Now that the party primaries are mostly behind us with only a few July 31 runoffs standing between voters and the November elections, there is ample cause for concern for a political landscape that has been radically altered by the Supreme Court decision in the Citizens United case. The ruling that corporations have the same free speech rights as individuals would have confounded the Founding Fathers, even in a time before such massive wealth was concentrated in so few hands.

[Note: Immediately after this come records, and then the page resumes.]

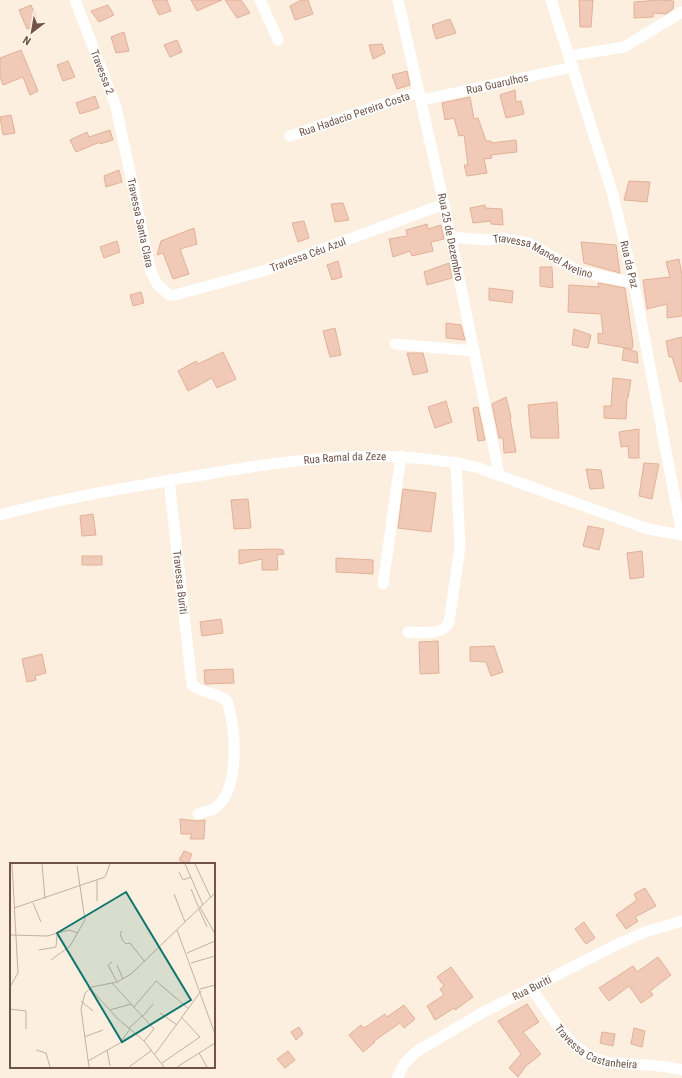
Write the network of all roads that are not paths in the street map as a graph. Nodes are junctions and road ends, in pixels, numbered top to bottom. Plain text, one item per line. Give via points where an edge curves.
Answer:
1 (75, 0) edge
2 (260, 0) edge
3 (398, 0) edge
4 (551, 0) edge
5 (682, 12) edge
6 (278, 40) dead end
7 (571, 62) junction
8 (420, 96) junction
9 (290, 136) dead end
10 (125, 145) joint
11 (444, 204) junction
12 (451, 237) junction
13 (634, 283) junction
14 (169, 295) joint
15 (395, 344) dead end
16 (474, 351) junction
17 (401, 456) junction
18 (456, 462) junction
19 (499, 474) junction
20 (169, 480) junction
21 (0, 515) edge
22 (682, 535) edge
23 (384, 584) dead end
24 (408, 632) dead end
25 (198, 814) dead end
26 (682, 921) edge
27 (532, 989) junction
28 (682, 1070) edge
29 (397, 1078) edge

1 - 10 street, Travessa 2 via 116,107
2 - 6 street
3 - 8 street, Rua 25 de Dezembro
4 - 7 street, Rua da Paz
5 - 7 street, Rua Guarulhos via 624,47
7 - 8 street, Rua Guarulhos
7 - 13 street, Rua da Paz via 613,195
8 - 9 street, Rua Hadacio Pereira Costa
8 - 11 street, Rua 25 de Dezembro
10 - 14 street, Travessa Santa Clara via 151,272 157,284
11 - 12 street, Rua 25 de Dezembro
11 - 14 street, Travessa Céu Azul via 263,271
12 - 13 street, Travessa Manoel Avelino via 486,240 502,238 529,243 578,271
12 - 16 street, Rua 25 de Dezembro
13 - 22 street, Rua da Paz
15 - 16 street
16 - 19 street, Rua 25 de Dezembro
17 - 18 street, Rua Ramal da Zeze
17 - 20 street, Rua Ramal da Zeze via 319,458
17 - 23 street
18 - 19 street, Rua Ramal da Zeze
18 - 24 street via 460,548 449,622 440,631
19 - 22 street, Rua Ramal da Zeze via 648,529
20 - 21 street, Rua Ramal da Zeze
20 - 25 street, Travessa Buriti via 192,685 227,701 236,759 224,798 214,809
26 - 27 street, Rua Buriti via 645,932 618,944
27 - 28 street, Travessa Castanheira via 568,1040 579,1050 600,1060 614,1063 667,1066
27 - 29 street, Rua Buriti via 495,1006 416,1052 404,1064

In a revealing exchange back when he still engaged with ordinary voters on the campaign trail, Mitt Romney proclaimed, “Corporations are people too, my friend.” Under the new rules, they are also anonymous people who can inject unlimited amounts of money into huge political action committees called Super PACS and operate with impunity while the candidate on whose behalf the vitriol is spread can pretend ignorance. Of course, during one of the interminable GOP presidential debates where a rival upbraided Romney for a Super PAC attack leveled on his behalf, this political fiction was unmasked when Romney at first played dumb and pretended he hadn’t seen the spot only to deliver a ringing defense of the contents of the spot he supposedly had never seen less than a minute later.
A recent article in a national magazine profiled 16 right-wing billionaires who are backing Romney – and details what they expect in return for their secret investments. At the top of the list are the Koch Brothers who despise the EPA believing that enforcing environmental laws is an unnecessary impediment to their many businesses.Why does this matter? In this election cycle, it is predicted that spending linked to the Koch network will total more than the $370 million that John McCain raised for his entire presidential campaign four years ago.

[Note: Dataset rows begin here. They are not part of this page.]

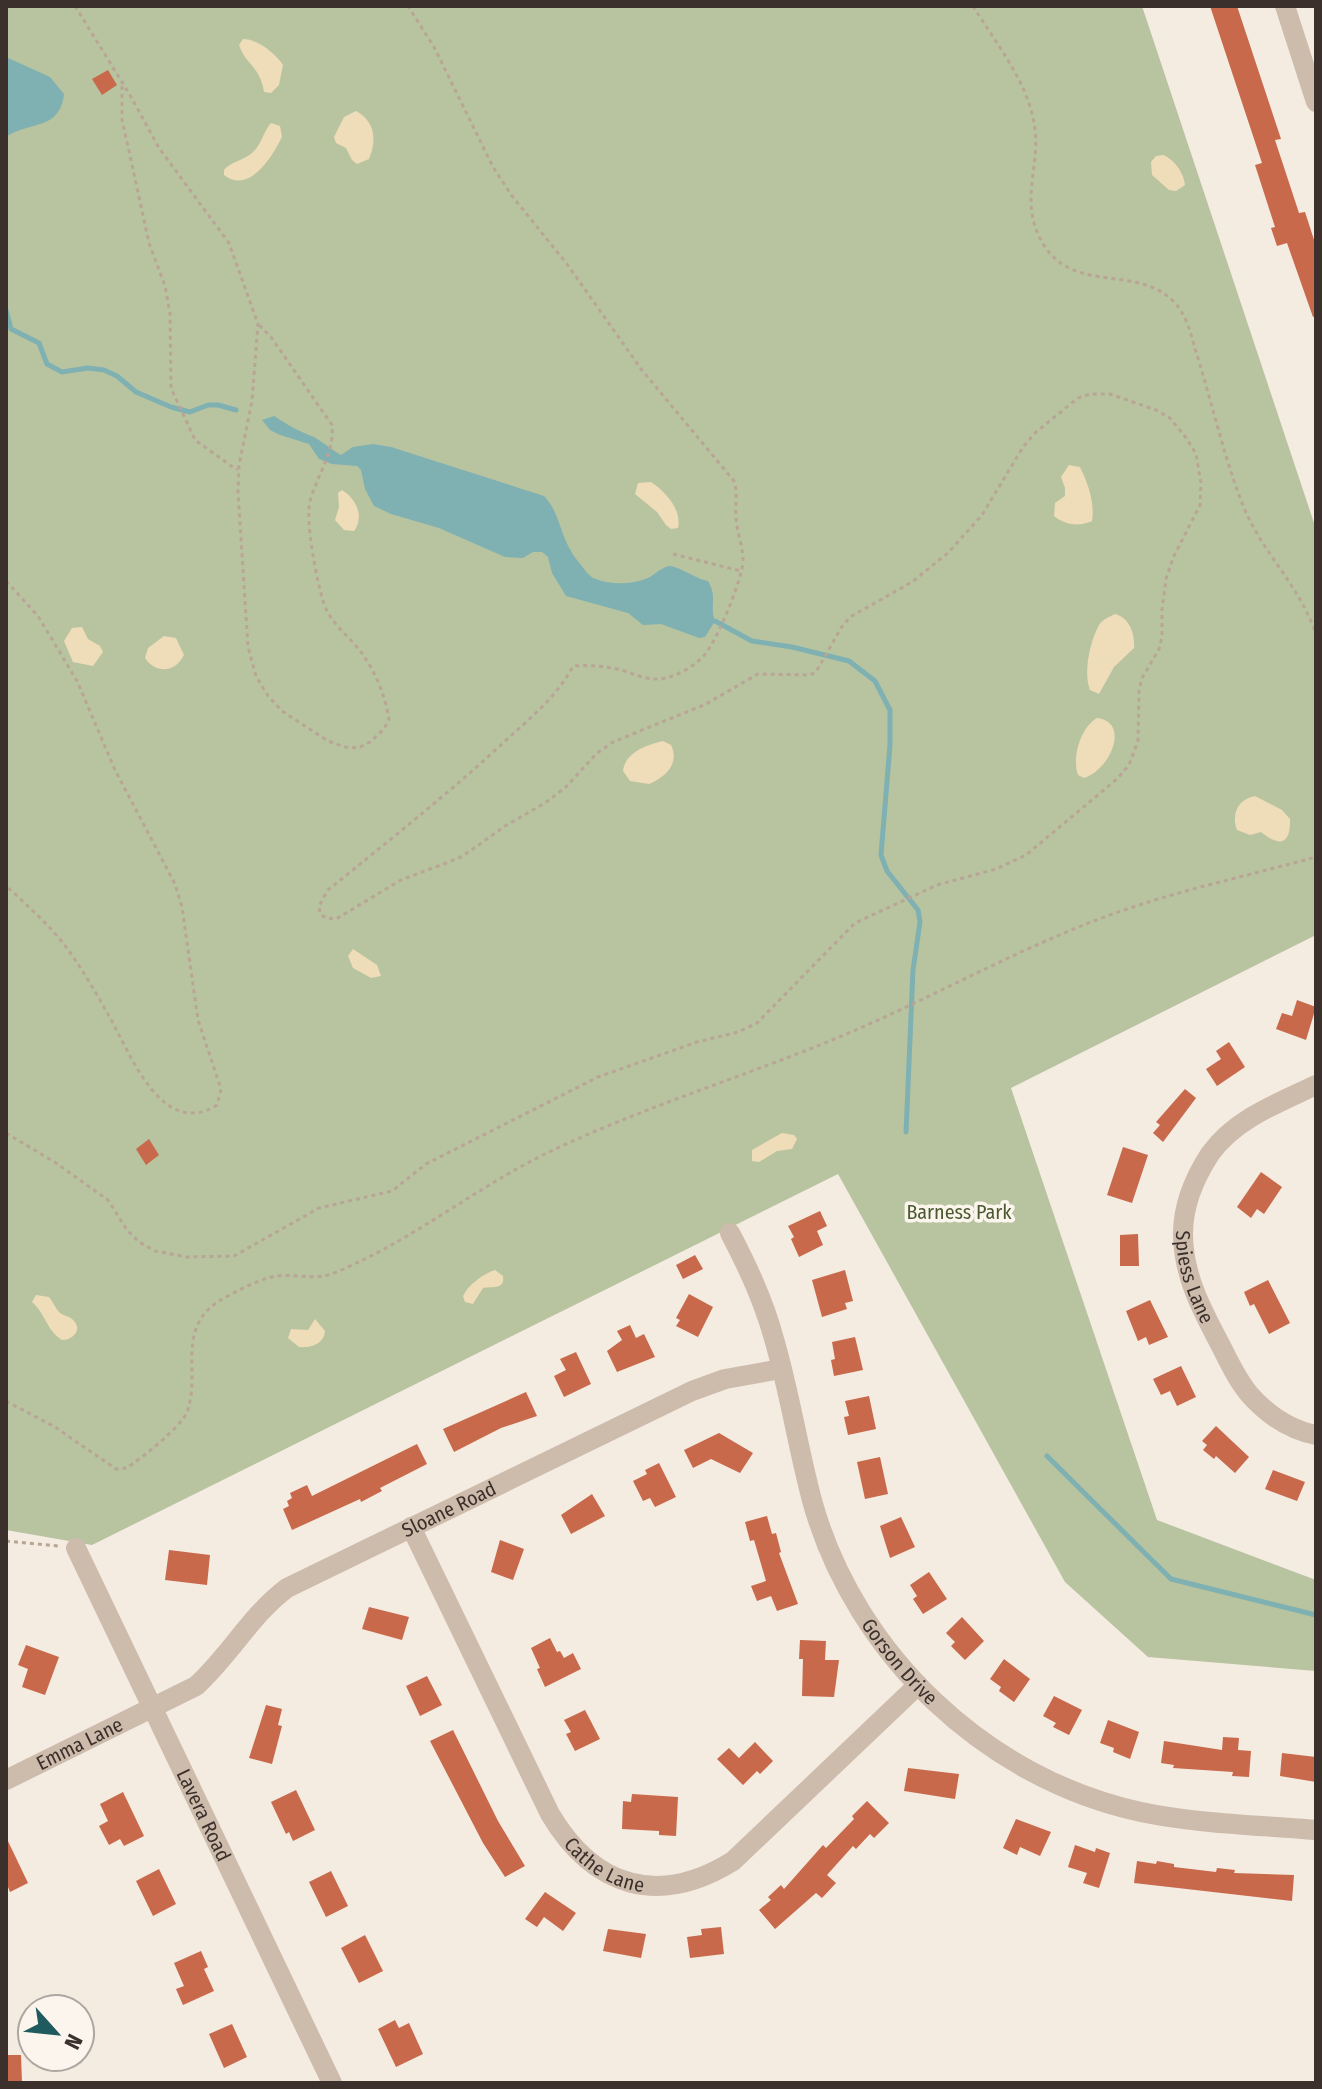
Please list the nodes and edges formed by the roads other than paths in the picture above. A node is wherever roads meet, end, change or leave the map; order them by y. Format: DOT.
graph roads {
  1 [pos="1285,6"];
  2 [pos="1316,102"];
  3 [pos="1316,1085"];
  4 [pos="730,1233"];
  5 [pos="781,1369"];
  6 [pos="1316,1435"];
  7 [pos="411,1527"];
  8 [pos="76,1548"];
  9 [pos="918,1685"];
  10 [pos="153,1708"];
  11 [pos="6,1780"];
  12 [pos="1316,1830"];
  13 [pos="332,2083"];
  1 -- 2 [label="street"];
  3 -- 6 [label="street, Spiess Lane"];
  4 -- 5 [label="street, Gorson Drive"];
  5 -- 7 [label="street, Sloane Road"];
  5 -- 9 [label="street, Gorson Drive"];
  7 -- 9 [label="street, Cathe Lane"];
  7 -- 10 [label="street, Sloane Road"];
  8 -- 10 [label="street, Lavera Road"];
  9 -- 12 [label="street, Gorson Drive"];
  10 -- 11 [label="street, Emma Lane"];
  10 -- 13 [label="street, Lavera Road"];
}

As Texas industrialist Harold Simmons recently bragged to The Wall Street Journal, “I have lots of money, and can give it legally now – just never to Democrats.” He wants to store radioactive waste from 36 states in an underground dump in Texas – without oversight by the EPA. Simmons spent a lot of money in 2004 on the Swift Boat attacks on John Kerry, as did another Texas financier, homebuilder Bob Perry.
Perry – no relation to Gov. Rick Perry, except as major campaign donor – doesn’t like it when ordinary people go to court to seek justice from, say, a shoddy homebuilder. His group Texans for Lawsuit Reform swings a big stick in political races in an effort to block the path to the courthouse door. Ask Tuffy Hamilton. When he stood up for the people of Bridge City after Hurricane Ike and refused to thwart their right to legal counsel, Perry, Perry and TLR struck back and financed a massive attack campaign that resulted in Hamilton’s defeat after a decade as a reliable conservative in the House. He did not survive the vicious attack by the Billionaire Noise Club. You saw it – and it should be a warning to us all.
Except for Tuffy. It’s too late for him.